### [DATA PROVIDED]
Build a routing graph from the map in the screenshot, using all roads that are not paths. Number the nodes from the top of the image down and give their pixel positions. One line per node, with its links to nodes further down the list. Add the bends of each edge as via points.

* * *

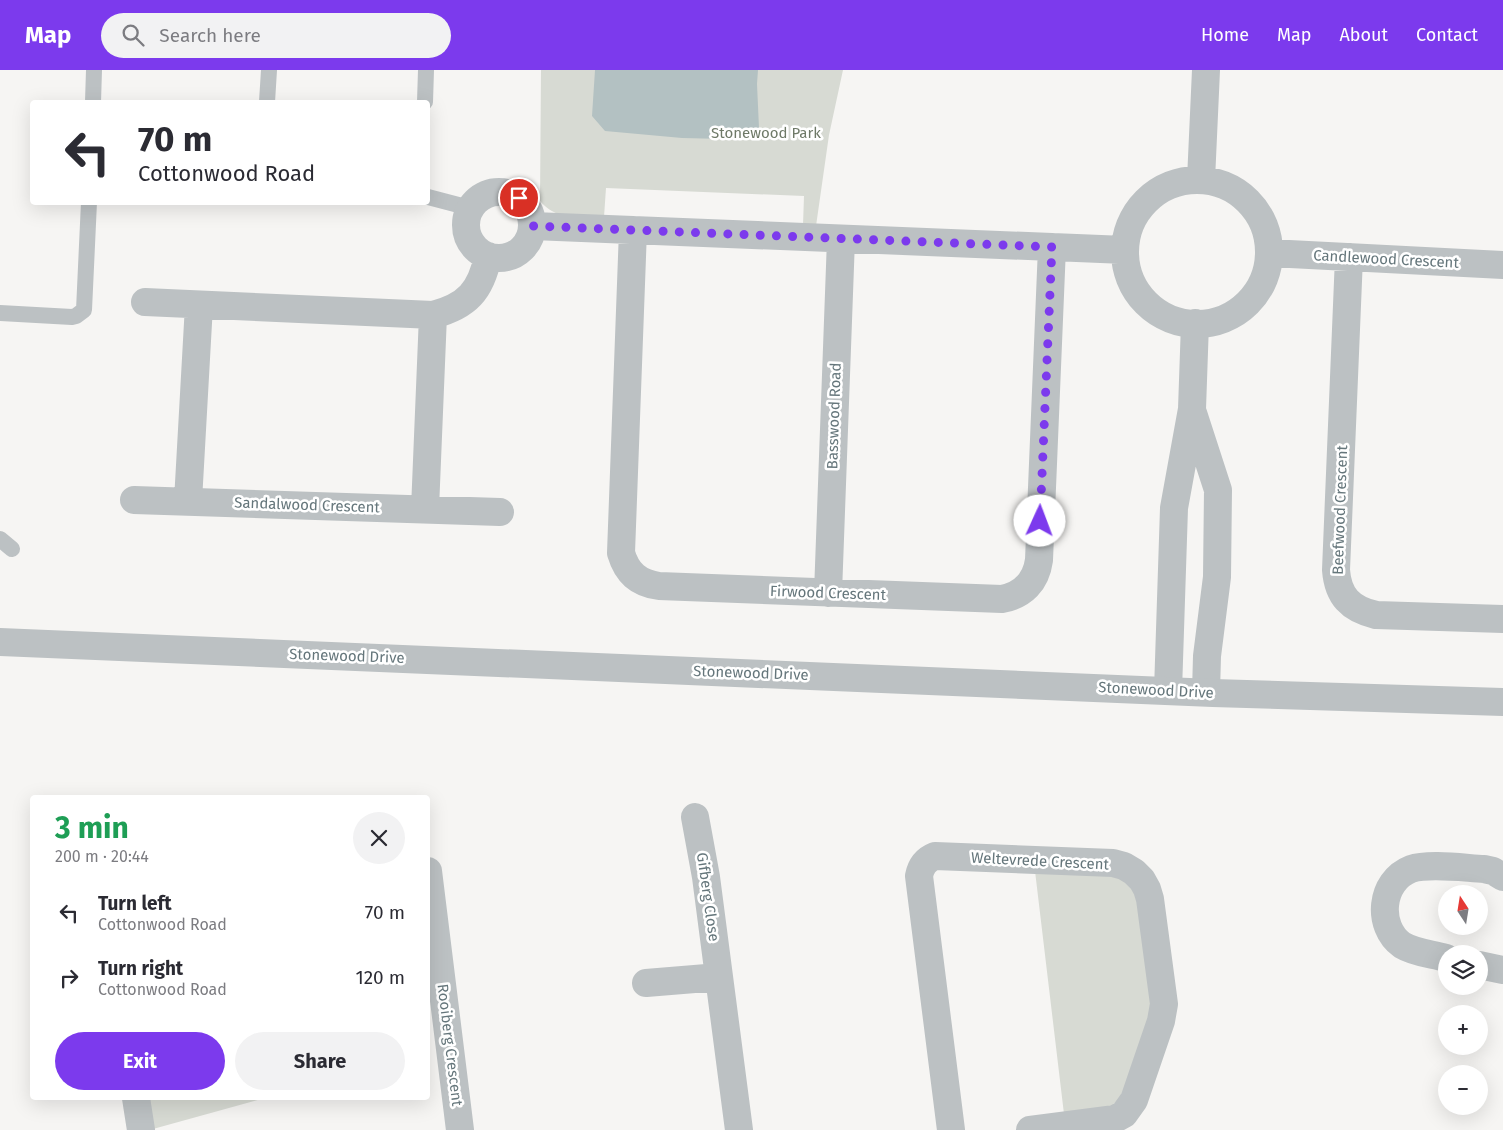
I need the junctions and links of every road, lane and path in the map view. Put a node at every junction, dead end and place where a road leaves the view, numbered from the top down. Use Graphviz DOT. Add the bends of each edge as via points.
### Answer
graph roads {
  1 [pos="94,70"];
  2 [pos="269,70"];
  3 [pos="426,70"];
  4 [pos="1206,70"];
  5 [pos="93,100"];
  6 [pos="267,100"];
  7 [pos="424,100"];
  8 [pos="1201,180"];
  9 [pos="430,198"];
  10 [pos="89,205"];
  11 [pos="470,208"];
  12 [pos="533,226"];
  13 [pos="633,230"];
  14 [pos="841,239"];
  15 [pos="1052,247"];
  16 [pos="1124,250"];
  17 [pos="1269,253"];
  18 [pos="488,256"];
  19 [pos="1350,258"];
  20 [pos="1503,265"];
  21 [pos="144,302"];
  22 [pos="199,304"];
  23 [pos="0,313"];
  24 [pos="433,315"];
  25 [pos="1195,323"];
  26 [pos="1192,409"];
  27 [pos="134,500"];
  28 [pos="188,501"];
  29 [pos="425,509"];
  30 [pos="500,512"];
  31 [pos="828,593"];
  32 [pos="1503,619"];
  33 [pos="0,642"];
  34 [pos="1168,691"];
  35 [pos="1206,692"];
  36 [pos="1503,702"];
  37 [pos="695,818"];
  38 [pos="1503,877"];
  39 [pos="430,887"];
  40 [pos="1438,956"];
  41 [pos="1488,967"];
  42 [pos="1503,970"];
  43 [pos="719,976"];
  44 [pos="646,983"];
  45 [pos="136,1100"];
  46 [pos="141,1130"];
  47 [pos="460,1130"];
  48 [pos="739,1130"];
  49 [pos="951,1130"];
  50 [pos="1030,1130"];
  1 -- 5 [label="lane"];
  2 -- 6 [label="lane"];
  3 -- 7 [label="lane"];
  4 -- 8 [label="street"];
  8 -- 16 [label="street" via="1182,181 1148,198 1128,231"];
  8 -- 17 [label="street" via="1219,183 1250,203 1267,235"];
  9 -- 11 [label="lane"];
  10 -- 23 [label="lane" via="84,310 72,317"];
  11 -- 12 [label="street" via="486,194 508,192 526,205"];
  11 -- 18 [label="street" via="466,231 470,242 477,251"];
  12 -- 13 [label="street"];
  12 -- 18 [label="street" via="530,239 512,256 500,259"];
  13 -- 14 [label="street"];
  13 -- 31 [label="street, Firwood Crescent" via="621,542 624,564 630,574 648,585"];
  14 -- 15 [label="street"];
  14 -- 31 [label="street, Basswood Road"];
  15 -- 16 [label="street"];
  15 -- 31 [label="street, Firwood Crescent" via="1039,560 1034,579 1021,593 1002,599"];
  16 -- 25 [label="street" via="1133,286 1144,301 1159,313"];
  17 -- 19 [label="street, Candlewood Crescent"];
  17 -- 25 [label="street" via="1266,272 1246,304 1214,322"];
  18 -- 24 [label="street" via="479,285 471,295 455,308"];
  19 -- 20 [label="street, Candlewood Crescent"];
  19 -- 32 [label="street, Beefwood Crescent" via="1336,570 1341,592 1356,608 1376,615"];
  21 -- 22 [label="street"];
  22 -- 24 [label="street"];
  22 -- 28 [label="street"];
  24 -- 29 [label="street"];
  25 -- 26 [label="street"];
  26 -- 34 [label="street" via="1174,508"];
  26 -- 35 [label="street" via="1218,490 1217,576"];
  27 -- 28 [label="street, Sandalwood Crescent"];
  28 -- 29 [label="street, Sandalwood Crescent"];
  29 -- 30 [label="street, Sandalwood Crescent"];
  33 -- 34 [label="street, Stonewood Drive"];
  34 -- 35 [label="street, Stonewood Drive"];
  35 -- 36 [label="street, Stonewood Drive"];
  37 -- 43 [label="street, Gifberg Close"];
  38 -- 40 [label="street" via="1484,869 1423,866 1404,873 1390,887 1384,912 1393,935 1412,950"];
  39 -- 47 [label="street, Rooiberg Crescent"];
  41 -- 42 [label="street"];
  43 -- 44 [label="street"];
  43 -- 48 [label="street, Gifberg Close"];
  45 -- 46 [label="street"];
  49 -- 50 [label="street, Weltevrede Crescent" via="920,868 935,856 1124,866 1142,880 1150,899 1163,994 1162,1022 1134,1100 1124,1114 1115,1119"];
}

...

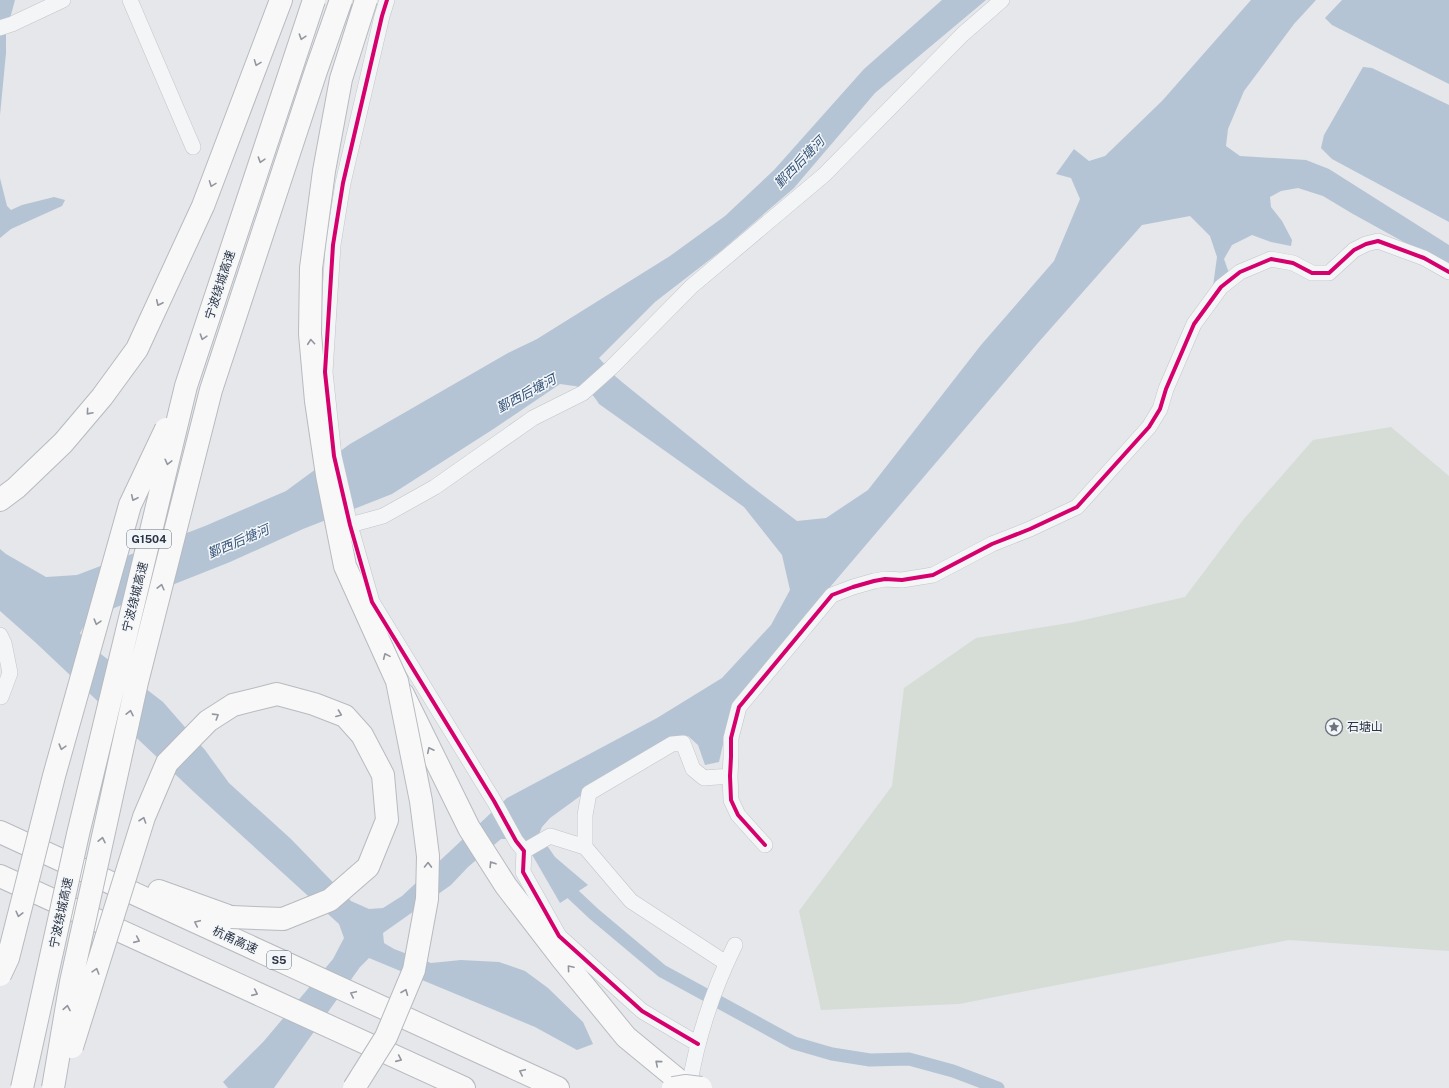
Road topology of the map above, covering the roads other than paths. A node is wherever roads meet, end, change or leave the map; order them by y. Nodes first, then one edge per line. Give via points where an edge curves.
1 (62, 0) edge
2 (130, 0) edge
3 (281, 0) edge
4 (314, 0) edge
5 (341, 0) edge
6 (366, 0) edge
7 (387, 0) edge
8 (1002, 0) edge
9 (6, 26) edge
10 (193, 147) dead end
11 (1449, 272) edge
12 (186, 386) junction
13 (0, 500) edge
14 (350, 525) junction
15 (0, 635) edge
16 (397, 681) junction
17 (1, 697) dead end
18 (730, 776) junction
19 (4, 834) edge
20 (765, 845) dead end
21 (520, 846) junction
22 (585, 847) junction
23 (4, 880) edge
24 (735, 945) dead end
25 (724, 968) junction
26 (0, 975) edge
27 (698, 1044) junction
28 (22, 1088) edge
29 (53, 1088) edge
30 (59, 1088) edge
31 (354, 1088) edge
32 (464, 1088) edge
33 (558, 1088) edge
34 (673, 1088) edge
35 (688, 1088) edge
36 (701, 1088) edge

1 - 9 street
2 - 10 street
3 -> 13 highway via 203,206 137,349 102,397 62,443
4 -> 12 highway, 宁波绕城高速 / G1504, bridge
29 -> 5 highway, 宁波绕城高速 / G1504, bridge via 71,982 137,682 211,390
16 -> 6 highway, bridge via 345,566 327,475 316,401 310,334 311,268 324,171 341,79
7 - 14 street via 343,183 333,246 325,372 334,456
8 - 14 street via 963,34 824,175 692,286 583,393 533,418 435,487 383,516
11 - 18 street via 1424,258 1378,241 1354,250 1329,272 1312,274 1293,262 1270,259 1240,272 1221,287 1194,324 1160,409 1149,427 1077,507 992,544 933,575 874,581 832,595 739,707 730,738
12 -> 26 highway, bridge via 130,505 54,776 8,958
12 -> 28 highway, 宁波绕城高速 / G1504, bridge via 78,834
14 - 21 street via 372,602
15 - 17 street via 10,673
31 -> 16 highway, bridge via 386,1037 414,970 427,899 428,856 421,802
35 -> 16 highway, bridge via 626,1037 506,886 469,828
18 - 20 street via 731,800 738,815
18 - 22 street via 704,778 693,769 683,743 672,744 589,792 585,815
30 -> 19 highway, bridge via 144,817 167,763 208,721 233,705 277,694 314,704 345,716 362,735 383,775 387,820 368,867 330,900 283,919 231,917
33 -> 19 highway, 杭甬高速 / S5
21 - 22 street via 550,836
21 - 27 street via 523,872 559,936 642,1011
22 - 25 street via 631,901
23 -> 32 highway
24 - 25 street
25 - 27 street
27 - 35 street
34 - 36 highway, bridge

### [WHAT NEEDS TO BE DONE]
The count, and nothing else: how many lines of the entries contain the word "each"?

### [ANSWER TO THE PROBLEM]
2